> **WHAT IS EXPECTED**
Repeat the listing that follows character for character, omitting images.

*** Block opens ***

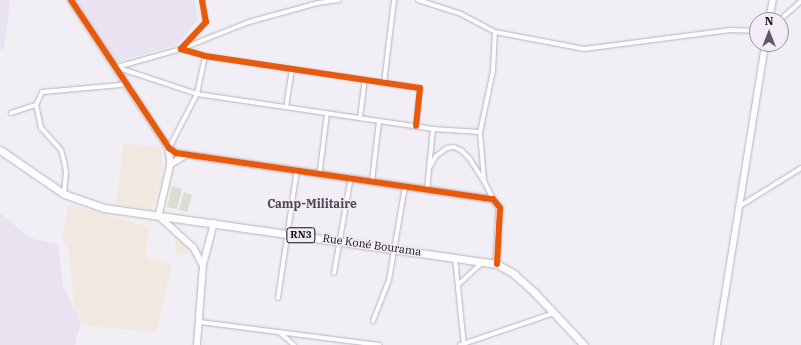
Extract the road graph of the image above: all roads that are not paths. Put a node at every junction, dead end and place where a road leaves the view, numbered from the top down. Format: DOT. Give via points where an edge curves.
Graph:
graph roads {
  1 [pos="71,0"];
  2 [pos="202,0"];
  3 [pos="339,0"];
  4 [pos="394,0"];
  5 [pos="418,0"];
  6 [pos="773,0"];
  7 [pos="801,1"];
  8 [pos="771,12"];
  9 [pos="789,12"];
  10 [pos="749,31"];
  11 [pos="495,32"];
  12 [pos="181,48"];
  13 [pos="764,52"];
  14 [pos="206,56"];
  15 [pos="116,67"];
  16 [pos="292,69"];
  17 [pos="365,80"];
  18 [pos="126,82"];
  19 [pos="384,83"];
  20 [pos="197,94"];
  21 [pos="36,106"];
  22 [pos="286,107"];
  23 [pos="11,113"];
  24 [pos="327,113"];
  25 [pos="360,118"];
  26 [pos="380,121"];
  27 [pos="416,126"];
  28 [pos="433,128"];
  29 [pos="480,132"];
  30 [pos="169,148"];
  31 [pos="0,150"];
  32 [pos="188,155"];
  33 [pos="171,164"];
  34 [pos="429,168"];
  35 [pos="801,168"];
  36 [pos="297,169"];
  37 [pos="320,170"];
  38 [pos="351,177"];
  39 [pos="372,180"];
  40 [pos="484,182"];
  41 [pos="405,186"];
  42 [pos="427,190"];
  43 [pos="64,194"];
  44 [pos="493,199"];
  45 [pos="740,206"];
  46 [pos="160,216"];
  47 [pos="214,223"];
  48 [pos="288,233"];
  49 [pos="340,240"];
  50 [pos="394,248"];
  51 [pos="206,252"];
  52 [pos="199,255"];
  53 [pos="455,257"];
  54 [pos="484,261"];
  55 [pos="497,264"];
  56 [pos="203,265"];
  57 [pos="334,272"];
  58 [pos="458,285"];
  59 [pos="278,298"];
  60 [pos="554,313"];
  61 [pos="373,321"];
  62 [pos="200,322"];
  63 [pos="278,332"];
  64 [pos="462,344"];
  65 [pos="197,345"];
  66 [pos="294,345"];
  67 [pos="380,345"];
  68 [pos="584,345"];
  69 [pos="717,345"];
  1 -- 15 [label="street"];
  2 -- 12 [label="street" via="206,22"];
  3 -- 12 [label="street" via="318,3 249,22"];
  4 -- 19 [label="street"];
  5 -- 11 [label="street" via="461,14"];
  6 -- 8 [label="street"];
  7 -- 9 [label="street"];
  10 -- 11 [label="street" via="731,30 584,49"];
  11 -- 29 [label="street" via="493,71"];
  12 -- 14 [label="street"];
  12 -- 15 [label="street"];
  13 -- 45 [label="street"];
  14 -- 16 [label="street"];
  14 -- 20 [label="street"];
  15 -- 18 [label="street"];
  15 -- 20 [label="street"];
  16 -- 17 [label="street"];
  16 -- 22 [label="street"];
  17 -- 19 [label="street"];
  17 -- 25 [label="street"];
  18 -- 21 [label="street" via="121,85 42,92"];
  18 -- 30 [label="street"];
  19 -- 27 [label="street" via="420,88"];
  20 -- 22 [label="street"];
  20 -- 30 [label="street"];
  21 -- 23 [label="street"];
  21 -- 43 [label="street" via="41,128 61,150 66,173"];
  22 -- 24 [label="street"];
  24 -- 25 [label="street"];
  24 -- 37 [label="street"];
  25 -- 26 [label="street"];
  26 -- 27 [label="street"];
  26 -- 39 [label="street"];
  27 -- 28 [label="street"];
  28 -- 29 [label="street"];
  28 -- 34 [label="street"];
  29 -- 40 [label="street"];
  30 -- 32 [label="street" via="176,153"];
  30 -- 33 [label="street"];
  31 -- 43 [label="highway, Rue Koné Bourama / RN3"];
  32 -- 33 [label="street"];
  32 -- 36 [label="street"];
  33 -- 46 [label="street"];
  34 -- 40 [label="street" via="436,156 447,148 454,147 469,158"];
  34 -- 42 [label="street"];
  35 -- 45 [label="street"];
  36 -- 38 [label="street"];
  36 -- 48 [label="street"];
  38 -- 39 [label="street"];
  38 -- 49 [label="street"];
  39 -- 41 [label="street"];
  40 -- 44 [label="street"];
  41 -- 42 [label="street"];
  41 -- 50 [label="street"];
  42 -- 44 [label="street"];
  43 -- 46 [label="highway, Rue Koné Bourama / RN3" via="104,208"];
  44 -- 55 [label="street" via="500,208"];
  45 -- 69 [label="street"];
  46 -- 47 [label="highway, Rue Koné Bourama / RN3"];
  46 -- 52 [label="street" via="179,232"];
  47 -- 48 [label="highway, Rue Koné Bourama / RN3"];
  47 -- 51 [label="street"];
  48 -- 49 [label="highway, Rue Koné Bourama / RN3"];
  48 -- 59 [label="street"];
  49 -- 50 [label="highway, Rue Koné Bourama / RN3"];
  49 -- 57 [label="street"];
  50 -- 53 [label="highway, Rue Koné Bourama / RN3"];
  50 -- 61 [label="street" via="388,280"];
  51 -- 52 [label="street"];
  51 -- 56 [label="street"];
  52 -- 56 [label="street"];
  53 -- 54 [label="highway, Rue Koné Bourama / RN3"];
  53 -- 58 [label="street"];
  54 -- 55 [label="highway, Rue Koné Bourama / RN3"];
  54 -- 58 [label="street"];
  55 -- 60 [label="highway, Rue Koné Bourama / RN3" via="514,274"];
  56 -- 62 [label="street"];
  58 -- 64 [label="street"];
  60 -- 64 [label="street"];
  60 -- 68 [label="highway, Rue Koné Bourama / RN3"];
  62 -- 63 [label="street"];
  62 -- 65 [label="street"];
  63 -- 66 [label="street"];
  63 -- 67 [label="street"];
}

*** Block closes ***

> **OUTPUT BELOW**
Extract the road graph of the image above: all roads that are not paths. Put a node at every junction, dead end and place where a road leaves the view, numbered from the top down. Format: DOT. Give via points where an edge curves.
Graph:
graph roads {
  1 [pos="71,0"];
  2 [pos="202,0"];
  3 [pos="339,0"];
  4 [pos="394,0"];
  5 [pos="418,0"];
  6 [pos="773,0"];
  7 [pos="801,1"];
  8 [pos="771,12"];
  9 [pos="789,12"];
  10 [pos="749,31"];
  11 [pos="495,32"];
  12 [pos="181,48"];
  13 [pos="764,52"];
  14 [pos="206,56"];
  15 [pos="116,67"];
  16 [pos="292,69"];
  17 [pos="365,80"];
  18 [pos="126,82"];
  19 [pos="384,83"];
  20 [pos="197,94"];
  21 [pos="36,106"];
  22 [pos="286,107"];
  23 [pos="11,113"];
  24 [pos="327,113"];
  25 [pos="360,118"];
  26 [pos="380,121"];
  27 [pos="416,126"];
  28 [pos="433,128"];
  29 [pos="480,132"];
  30 [pos="169,148"];
  31 [pos="0,150"];
  32 [pos="188,155"];
  33 [pos="171,164"];
  34 [pos="429,168"];
  35 [pos="801,168"];
  36 [pos="297,169"];
  37 [pos="320,170"];
  38 [pos="351,177"];
  39 [pos="372,180"];
  40 [pos="484,182"];
  41 [pos="405,186"];
  42 [pos="427,190"];
  43 [pos="64,194"];
  44 [pos="493,199"];
  45 [pos="740,206"];
  46 [pos="160,216"];
  47 [pos="214,223"];
  48 [pos="288,233"];
  49 [pos="340,240"];
  50 [pos="394,248"];
  51 [pos="206,252"];
  52 [pos="199,255"];
  53 [pos="455,257"];
  54 [pos="484,261"];
  55 [pos="497,264"];
  56 [pos="203,265"];
  57 [pos="334,272"];
  58 [pos="458,285"];
  59 [pos="278,298"];
  60 [pos="554,313"];
  61 [pos="373,321"];
  62 [pos="200,322"];
  63 [pos="278,332"];
  64 [pos="462,344"];
  65 [pos="197,345"];
  66 [pos="294,345"];
  67 [pos="380,345"];
  68 [pos="584,345"];
  69 [pos="717,345"];
  1 -- 15 [label="street"];
  2 -- 12 [label="street" via="206,22"];
  3 -- 12 [label="street" via="318,3 249,22"];
  4 -- 19 [label="street"];
  5 -- 11 [label="street" via="461,14"];
  6 -- 8 [label="street"];
  7 -- 9 [label="street"];
  10 -- 11 [label="street" via="731,30 584,49"];
  11 -- 29 [label="street" via="493,71"];
  12 -- 14 [label="street"];
  12 -- 15 [label="street"];
  13 -- 45 [label="street"];
  14 -- 16 [label="street"];
  14 -- 20 [label="street"];
  15 -- 18 [label="street"];
  15 -- 20 [label="street"];
  16 -- 17 [label="street"];
  16 -- 22 [label="street"];
  17 -- 19 [label="street"];
  17 -- 25 [label="street"];
  18 -- 21 [label="street" via="121,85 42,92"];
  18 -- 30 [label="street"];
  19 -- 27 [label="street" via="420,88"];
  20 -- 22 [label="street"];
  20 -- 30 [label="street"];
  21 -- 23 [label="street"];
  21 -- 43 [label="street" via="41,128 61,150 66,173"];
  22 -- 24 [label="street"];
  24 -- 25 [label="street"];
  24 -- 37 [label="street"];
  25 -- 26 [label="street"];
  26 -- 27 [label="street"];
  26 -- 39 [label="street"];
  27 -- 28 [label="street"];
  28 -- 29 [label="street"];
  28 -- 34 [label="street"];
  29 -- 40 [label="street"];
  30 -- 32 [label="street" via="176,153"];
  30 -- 33 [label="street"];
  31 -- 43 [label="highway, Rue Koné Bourama / RN3"];
  32 -- 33 [label="street"];
  32 -- 36 [label="street"];
  33 -- 46 [label="street"];
  34 -- 40 [label="street" via="436,156 447,148 454,147 469,158"];
  34 -- 42 [label="street"];
  35 -- 45 [label="street"];
  36 -- 38 [label="street"];
  36 -- 48 [label="street"];
  38 -- 39 [label="street"];
  38 -- 49 [label="street"];
  39 -- 41 [label="street"];
  40 -- 44 [label="street"];
  41 -- 42 [label="street"];
  41 -- 50 [label="street"];
  42 -- 44 [label="street"];
  43 -- 46 [label="highway, Rue Koné Bourama / RN3" via="104,208"];
  44 -- 55 [label="street" via="500,208"];
  45 -- 69 [label="street"];
  46 -- 47 [label="highway, Rue Koné Bourama / RN3"];
  46 -- 52 [label="street" via="179,232"];
  47 -- 48 [label="highway, Rue Koné Bourama / RN3"];
  47 -- 51 [label="street"];
  48 -- 49 [label="highway, Rue Koné Bourama / RN3"];
  48 -- 59 [label="street"];
  49 -- 50 [label="highway, Rue Koné Bourama / RN3"];
  49 -- 57 [label="street"];
  50 -- 53 [label="highway, Rue Koné Bourama / RN3"];
  50 -- 61 [label="street" via="388,280"];
  51 -- 52 [label="street"];
  51 -- 56 [label="street"];
  52 -- 56 [label="street"];
  53 -- 54 [label="highway, Rue Koné Bourama / RN3"];
  53 -- 58 [label="street"];
  54 -- 55 [label="highway, Rue Koné Bourama / RN3"];
  54 -- 58 [label="street"];
  55 -- 60 [label="highway, Rue Koné Bourama / RN3" via="514,274"];
  56 -- 62 [label="street"];
  58 -- 64 [label="street"];
  60 -- 64 [label="street"];
  60 -- 68 [label="highway, Rue Koné Bourama / RN3"];
  62 -- 63 [label="street"];
  62 -- 65 [label="street"];
  63 -- 66 [label="street"];
  63 -- 67 [label="street"];
}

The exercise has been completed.